If promethazine (Phenergan) is used with an opioid to enhance the effects and reduce the dosage of the opioid, take the patient’s blood pressure, pulse, and respiratory rate before giving the drug.
Ongoing Assessment
You can measure the effect of the opioid by taking the blood pressure, pulse and respiratory rate, and pain rating in 5 to 10 minutes if the drug is given intravenously (IV), 20 to 30 minutes if the drug is administered intramuscularly (IM) or subcutaneously (subcut), and 30 or more minutes if the drug is given orally. It is important to notify the primary health care provider if the analgesic is ineffective, because a higher dose or a different opioid analgesic may be required.

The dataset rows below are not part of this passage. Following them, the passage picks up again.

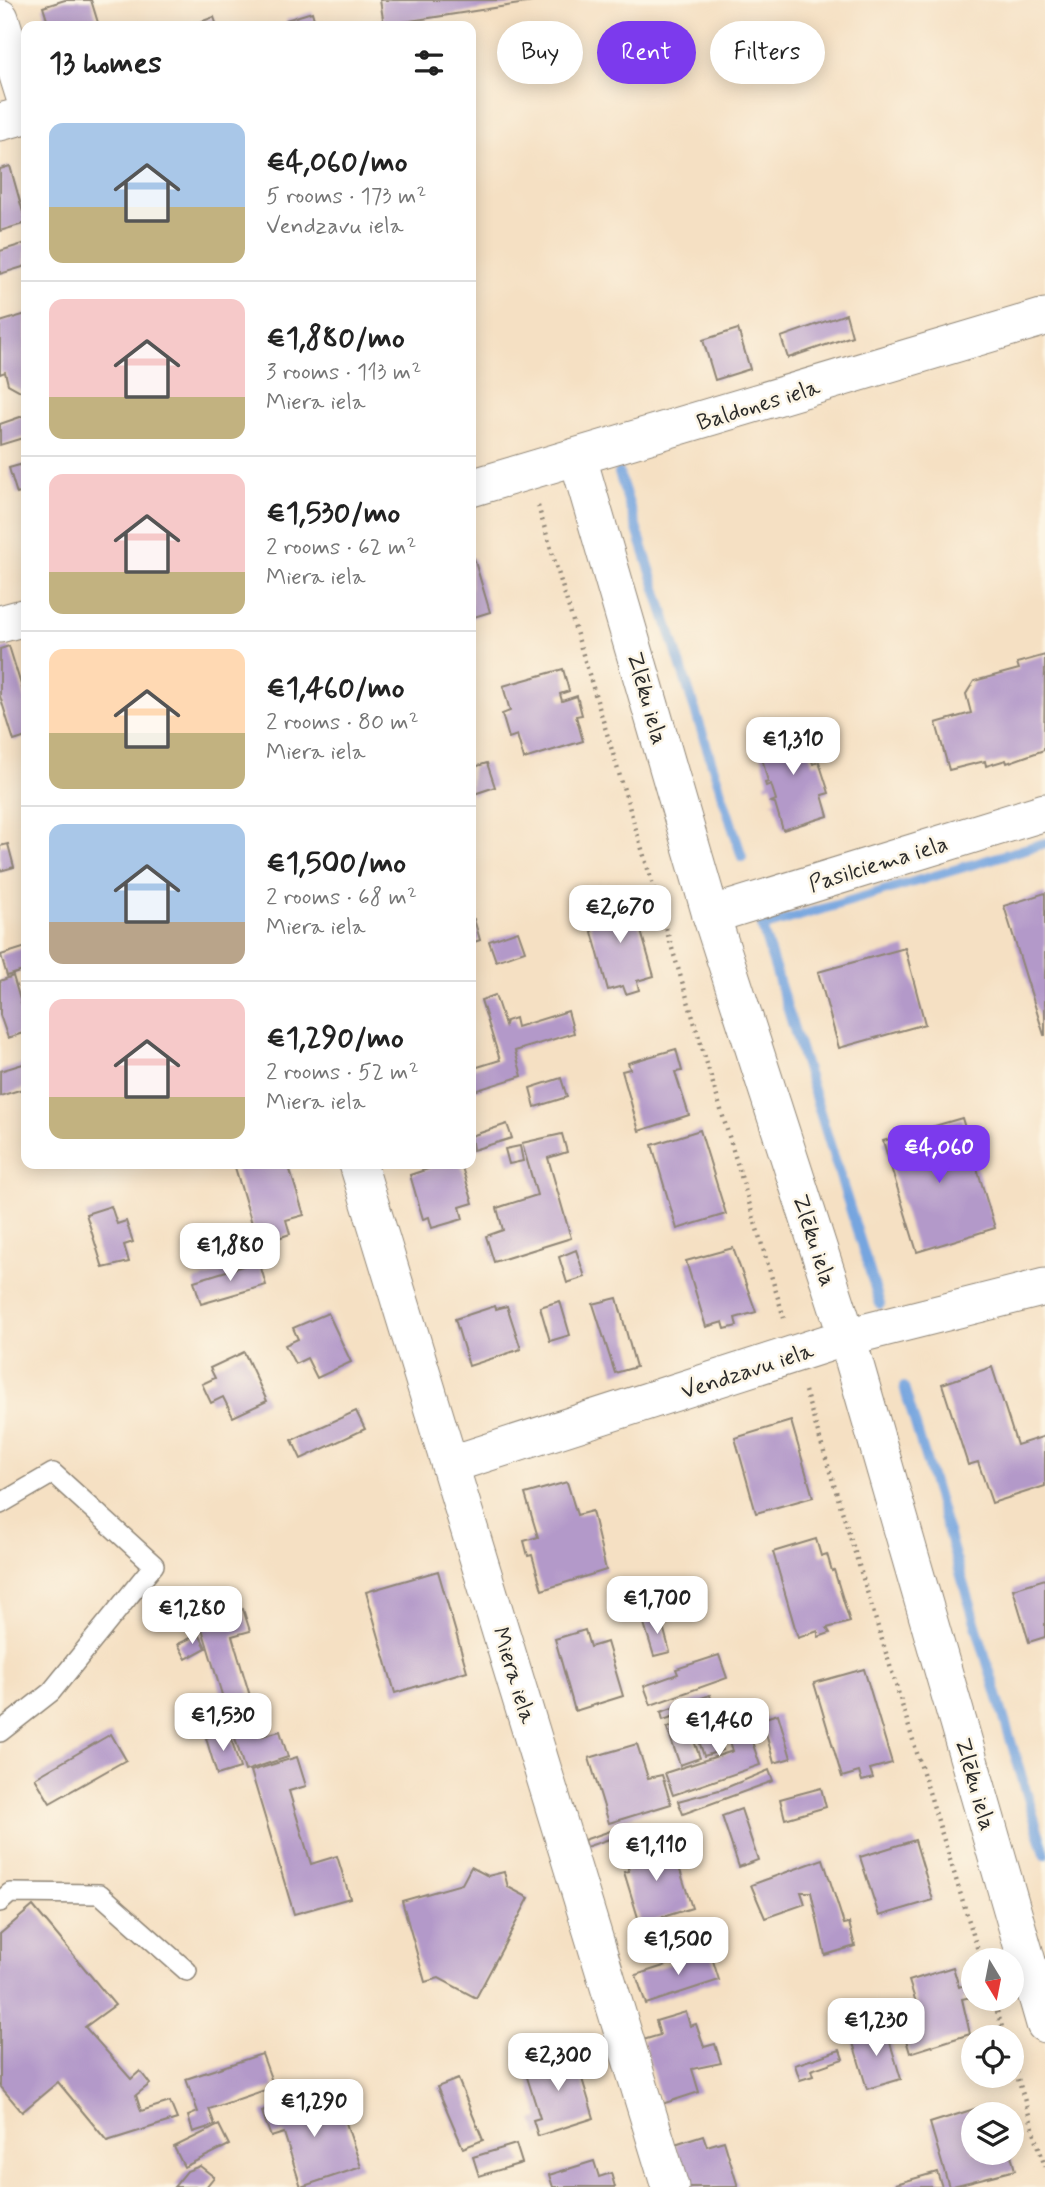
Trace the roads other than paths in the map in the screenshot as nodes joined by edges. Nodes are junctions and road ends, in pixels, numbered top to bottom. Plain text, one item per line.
1 (0, 18) edge
2 (21, 85) edge
3 (21, 116) edge
4 (0, 122) edge
5 (1045, 317) edge
6 (578, 458) junction
7 (476, 487) edge
8 (21, 618) edge
9 (0, 624) edge
10 (1045, 812) edge
11 (711, 915) junction
12 (360, 1169) edge
13 (1045, 1287) edge
14 (846, 1337) junction
15 (452, 1464) junction
16 (0, 1504) edge
17 (0, 1732) edge
18 (0, 1902) edge
19 (187, 1971) dead end
20 (1045, 2024) edge
21 (670, 2187) edge

1 - 2 street
3 - 4 street
5 - 6 street, Baldones iela
6 - 7 street, Baldones iela
6 - 11 street, Zlēku iela
8 - 9 street
10 - 11 street, Pasilciema iela
11 - 14 street, Zlēku iela
12 - 15 street, Miera iela
13 - 14 street, Vendzavu iela
14 - 15 street, Vendzavu iela
14 - 20 street, Zlēku iela
15 - 21 street, Miera iela
16 - 17 lane
18 - 19 lane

During the ongoing assessment, it is important for you to ask about the pain regularly and to accept the patient’ and family’s reports of pain. Nursing judgment must be exercised, because not all instances of a change in pain type, location, or intensity require notifying the primary health care provider. For example, if a patient recovering from recent abdominal surgery experiences pain in the calf of the leg (suggesting venous thrombosis), you should immediately notify the primary health care provider. However, it is not necessary to contact the primary health care provider for pain that is slightly worse because the patient has been moving in bed.
The opioid-naive patient who does not use opioids routinely and is being given an opioid drug for acute pain relief or a surgical procedure is at greatest risk for respiratory depression after opioid administration. Respiratory depression may occur in patients receiving a normal dose if the patient is vulnerable (e.g., in a weakened or debilitated state). Older, cachectic (malnourished/in general poor health), or debilitated patients should receive a reduced initial dose until their response to the drug is known. If the patient’s respiratory rate is 10 breaths/min or less, monitor the patient at more frequent intervals and notify the primary health care provider immediately. Patients involved in long-term opioid therapy for pain relief build tolerance to the physical adverse effects of the drugs; respiratory depression is typically not seen in these patients.
When an opiate is used as an antidiarrheal drug, document each bowel movement, as well as its appearance, color, and consistency. Notify the primary health care provider immediately if diarrhea is not relieved or becomes worse, if the patient has severe abdominal pain, or if blood in the stool is noted.
NURSING DIAGNOSES
Drug-specific nursing diagnoses are the following:
Ineffective Breathing Pattern related to pain and effects on breathing center by opioids
Risk for Injury related to dizziness or lightheadedness from opioid administration
Constipation related to the decreased GI motility caused by opioids
Imbalanced Nutrition: Less Than Body Requirements related to anorexia caused by opioids
Nursing diagnoses related to drug administration are discussed in Chapter 4.
PLANNING
The expected outcomes of the patient may include relief of pain, supporting the patient needs related to the management of adverse reactions, an understanding of patient-controlled analgesia (PCA; when applicable), absence of injury, adequate nutrition intake, and confidence in an understanding of the medication regimen.